# Module 01 - Introduction to Databricks and Workspace

## Overview

Welcome to Databricks! This module introduces you to the Databricks platform, its workspace, and core concepts. Since you already know SQL, Python, Pandas, and PySpark, we'll focus on how Databricks enhances your existing skills.

## Learning Objectives

By the end of this module, you will understand:
- What is Databricks and why it's important for data engineering
- Databricks workspace navigation and structure
- Creating and working with Databricks notebooks
- Understanding clusters and compute resources
- Basic operations in Databricks environment
- Differences between Databricks and local PySpark


## What is Databricks?

**Databricks** is a unified analytics platform built on Apache Spark that simplifies big data processing and machine learning. It's a cloud-native platform that provides:

### Key Features

1. **Unified Analytics Platform**: Combines data engineering, data science, and business analytics in one place
2. **Apache Spark Optimization**: Optimized Spark runtime that's 2-10x faster than standard Spark
3. **Collaborative Workspace**: Share notebooks, dashboards, and insights with your team
4. **Managed Infrastructure**: No need to manage clusters, Spark versions, or dependencies manually
5. **Delta Lake Integration**: Built-in support for ACID transactions and time travel on data lakes
6. **Multi-language Support**: Python, SQL, Scala, and R in the same notebook

### Why Databricks for Data Engineers?

- **Faster Development**: Pre-configured Spark clusters, no setup time
- **Better Performance**: Optimized Spark engine (Databricks Runtime)
- **Production Ready**: Built-in job scheduling, monitoring, and alerting
- **Cloud Integration**: Native integration with AWS, Azure, and GCP storage
- **Collaboration**: Teams can work together on notebooks and share results
- **Cost Effective**: Auto-scaling clusters, pay only for what you use


## Databricks Architecture Overview

### Components

1. **Control Plane**: Databricks-managed services (workspace, notebooks, jobs)
2. **Data Plane**: Your cloud account (VPC, storage, compute)
3. **Workspace**: Your collaborative environment (notebooks, dashboards, libraries)
4. **Clusters**: Compute resources that run your Spark jobs
5. **Jobs**: Scheduled or on-demand execution of notebooks or scripts

## Layers: Control Plane vs Data Plane

- **Control plane (managed by Databricks)**: UI/API, notebooks, job scheduler, cluster manager, SQL endpoints, Unity Catalog metastore, audit logs, tokens/SCIM/IAM integration, secrets management.

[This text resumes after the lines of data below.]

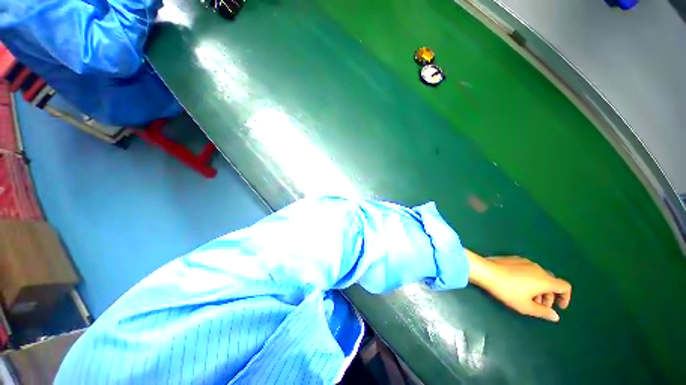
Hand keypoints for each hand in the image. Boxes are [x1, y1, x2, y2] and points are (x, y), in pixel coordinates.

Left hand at [466, 251, 571, 321]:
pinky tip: (520, 291)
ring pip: (543, 278)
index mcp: (546, 280)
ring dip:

- **Data plane (your cloud account)**: compute instances (driver + workers), DBFS root (object storage mount), customer-owned data in object storage, VPC/VNet networking, private endpoints. Compute pulls config from the control plane but data never needs to transit the control plane.

- **Implication**: security teams care about keeping PII in the data plane while still leveraging SaaS management; networking rules (PE/VPCE) control traffic.

## Multi-Cloud Nuances (AWS, Azure, GCP)
- **AWS**: data plane in your VPC; S3 for storage; IAM roles for passthrough; PrivateLink for control-plane + S3; Kinesis/Kafka integrations.

- **Azure**: data plane in your VNet; ADLS Gen2; Managed Identities for passthrough; Private Link for CP/DP + storage firewall; AAD tokens.

- **GCP**: data plane in your VPC; GCS; Service Accounts with short-lived tokens; Private Service Connect for control-plane; BigQuery connector optional.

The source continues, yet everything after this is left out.